» **Instructions to follow**: The response must consist of the lines below from the one with "pinky pip: (711, 922)" through the one with "index mcp: (1177, 732)", exactly as they appear and with both ends kept.

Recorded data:
━━━━━━━━

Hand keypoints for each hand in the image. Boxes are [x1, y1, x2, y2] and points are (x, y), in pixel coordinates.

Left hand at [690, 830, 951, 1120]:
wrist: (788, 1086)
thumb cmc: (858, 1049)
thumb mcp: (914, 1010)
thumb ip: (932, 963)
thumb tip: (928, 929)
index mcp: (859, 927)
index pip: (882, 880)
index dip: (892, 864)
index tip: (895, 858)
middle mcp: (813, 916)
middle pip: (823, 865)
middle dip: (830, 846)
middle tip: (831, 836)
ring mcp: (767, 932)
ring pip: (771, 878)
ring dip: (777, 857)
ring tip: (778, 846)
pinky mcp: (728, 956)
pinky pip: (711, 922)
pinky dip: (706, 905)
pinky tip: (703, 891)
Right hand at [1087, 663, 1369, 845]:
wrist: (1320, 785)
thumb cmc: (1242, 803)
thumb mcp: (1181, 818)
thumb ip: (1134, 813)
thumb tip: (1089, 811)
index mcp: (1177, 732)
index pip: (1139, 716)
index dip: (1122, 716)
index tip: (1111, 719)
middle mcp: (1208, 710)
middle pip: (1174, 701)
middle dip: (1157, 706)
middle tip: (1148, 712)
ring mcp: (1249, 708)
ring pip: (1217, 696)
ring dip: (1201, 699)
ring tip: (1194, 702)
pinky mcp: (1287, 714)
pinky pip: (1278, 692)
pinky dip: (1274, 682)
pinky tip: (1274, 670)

━━━━━━━━

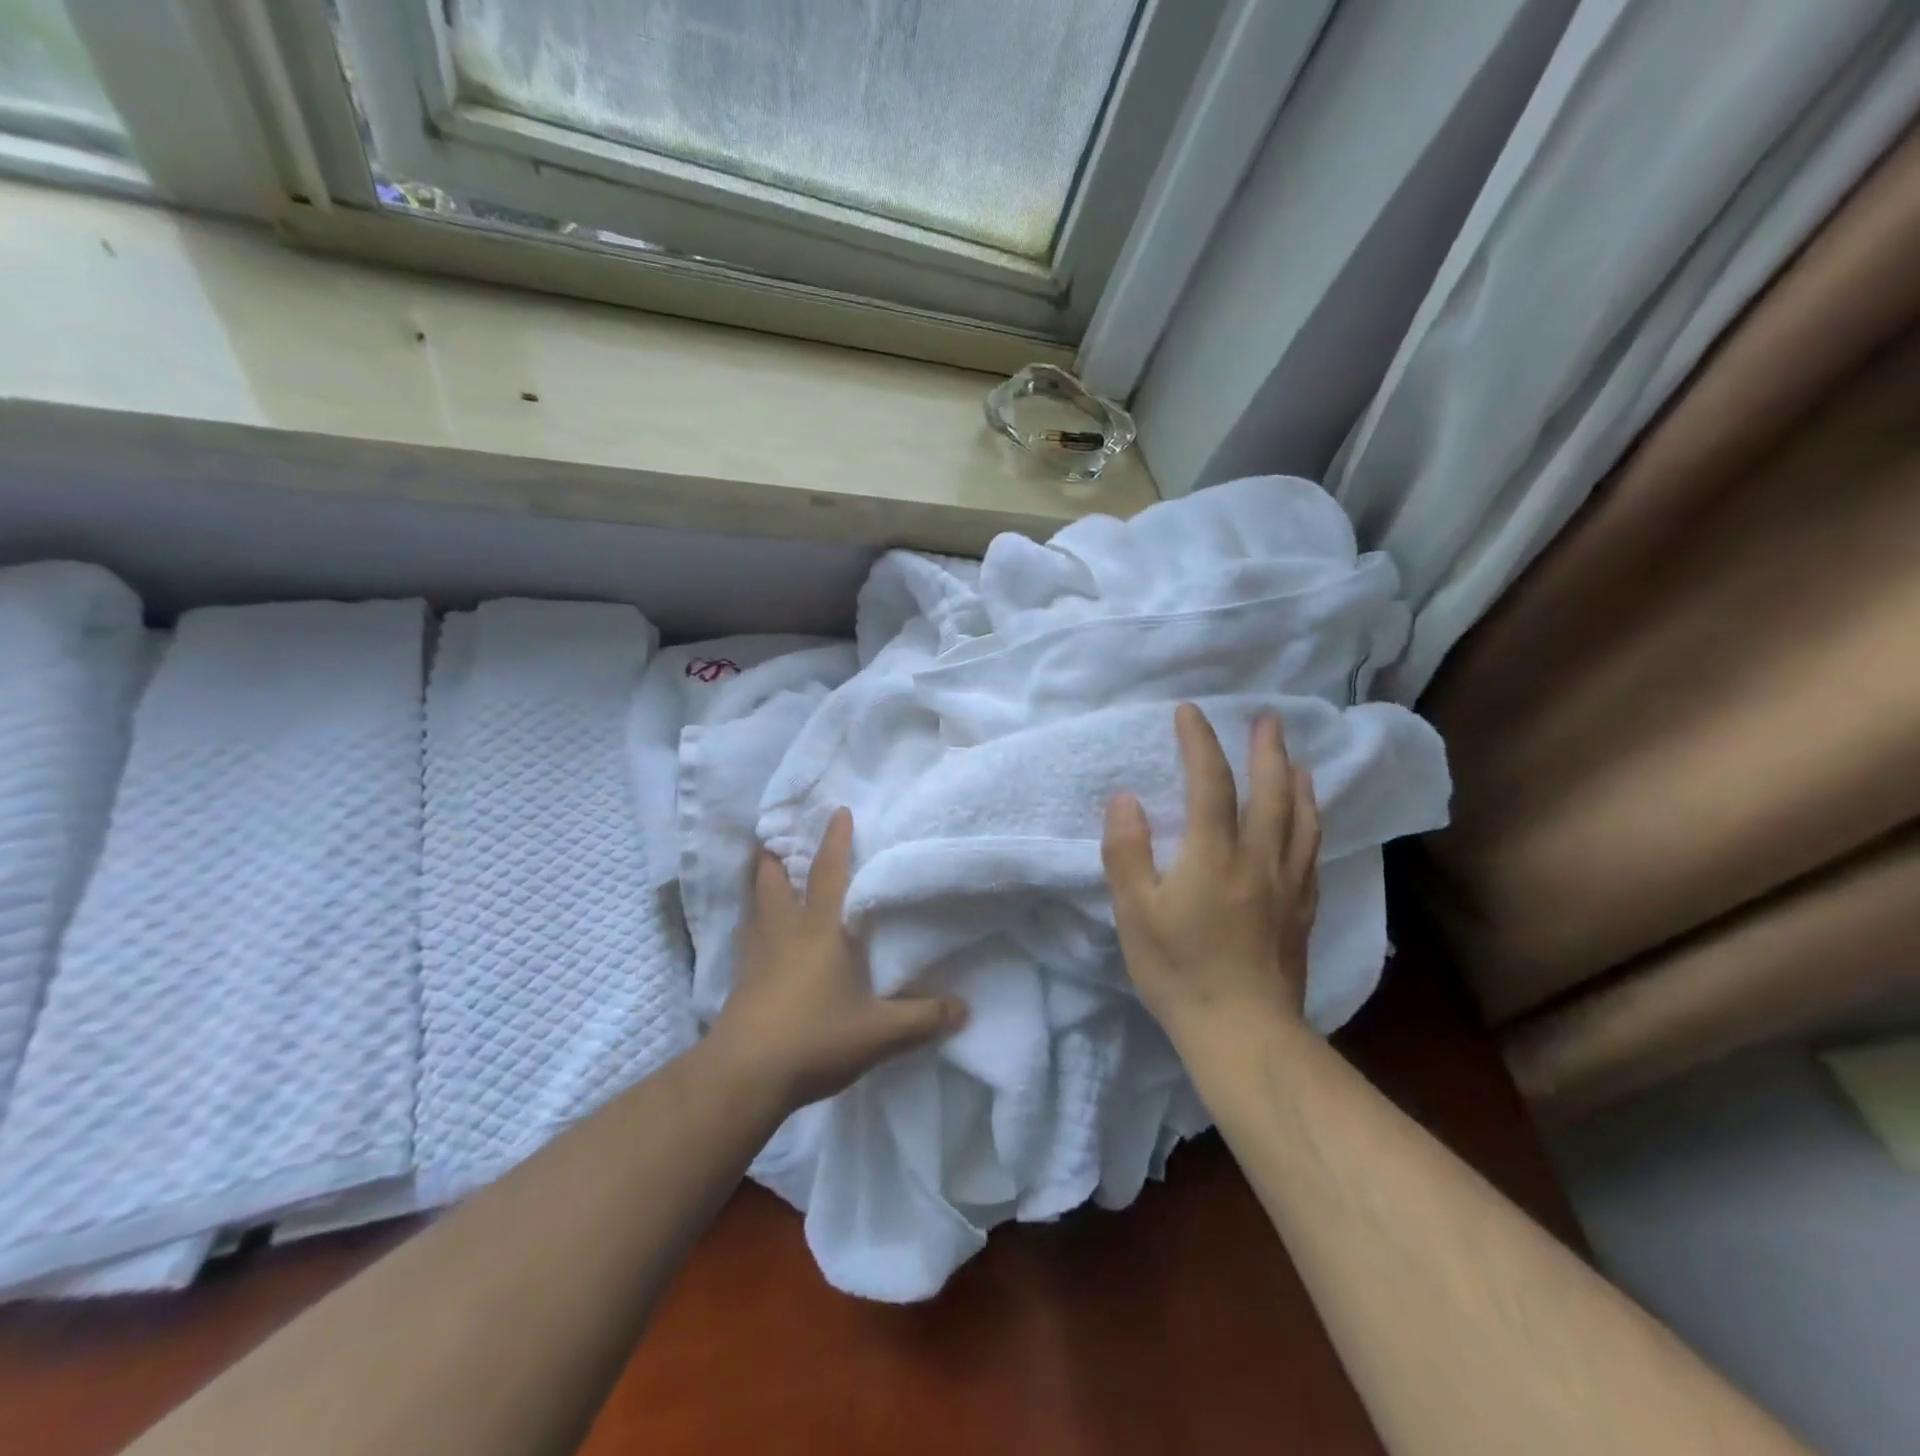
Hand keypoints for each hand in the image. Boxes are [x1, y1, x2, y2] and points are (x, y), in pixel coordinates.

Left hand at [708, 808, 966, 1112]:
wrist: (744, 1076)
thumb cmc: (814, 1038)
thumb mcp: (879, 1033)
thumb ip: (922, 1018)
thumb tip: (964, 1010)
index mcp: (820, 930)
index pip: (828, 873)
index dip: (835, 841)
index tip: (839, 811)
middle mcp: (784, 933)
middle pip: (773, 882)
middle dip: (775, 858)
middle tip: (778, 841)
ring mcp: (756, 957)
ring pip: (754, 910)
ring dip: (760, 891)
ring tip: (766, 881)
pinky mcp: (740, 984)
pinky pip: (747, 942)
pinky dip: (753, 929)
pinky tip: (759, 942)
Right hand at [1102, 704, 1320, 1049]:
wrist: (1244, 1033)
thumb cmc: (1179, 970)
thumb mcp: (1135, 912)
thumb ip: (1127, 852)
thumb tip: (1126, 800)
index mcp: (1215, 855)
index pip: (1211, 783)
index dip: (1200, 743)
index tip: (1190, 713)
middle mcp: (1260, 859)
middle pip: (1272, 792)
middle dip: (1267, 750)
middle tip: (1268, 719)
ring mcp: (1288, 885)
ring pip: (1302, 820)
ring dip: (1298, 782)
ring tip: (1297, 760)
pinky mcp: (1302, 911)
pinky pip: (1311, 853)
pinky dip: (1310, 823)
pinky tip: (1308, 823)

━━━━━━━━

» **Task result**:
pinky pip: (711, 922)
pinky dip: (706, 905)
pinky tip: (703, 891)
Right hand at [1087, 663, 1369, 845]:
wrist: (1320, 785)
thumb cmc: (1242, 803)
thumb mcp: (1181, 818)
thumb ip: (1134, 813)
thumb tip: (1089, 811)
index mcp: (1177, 732)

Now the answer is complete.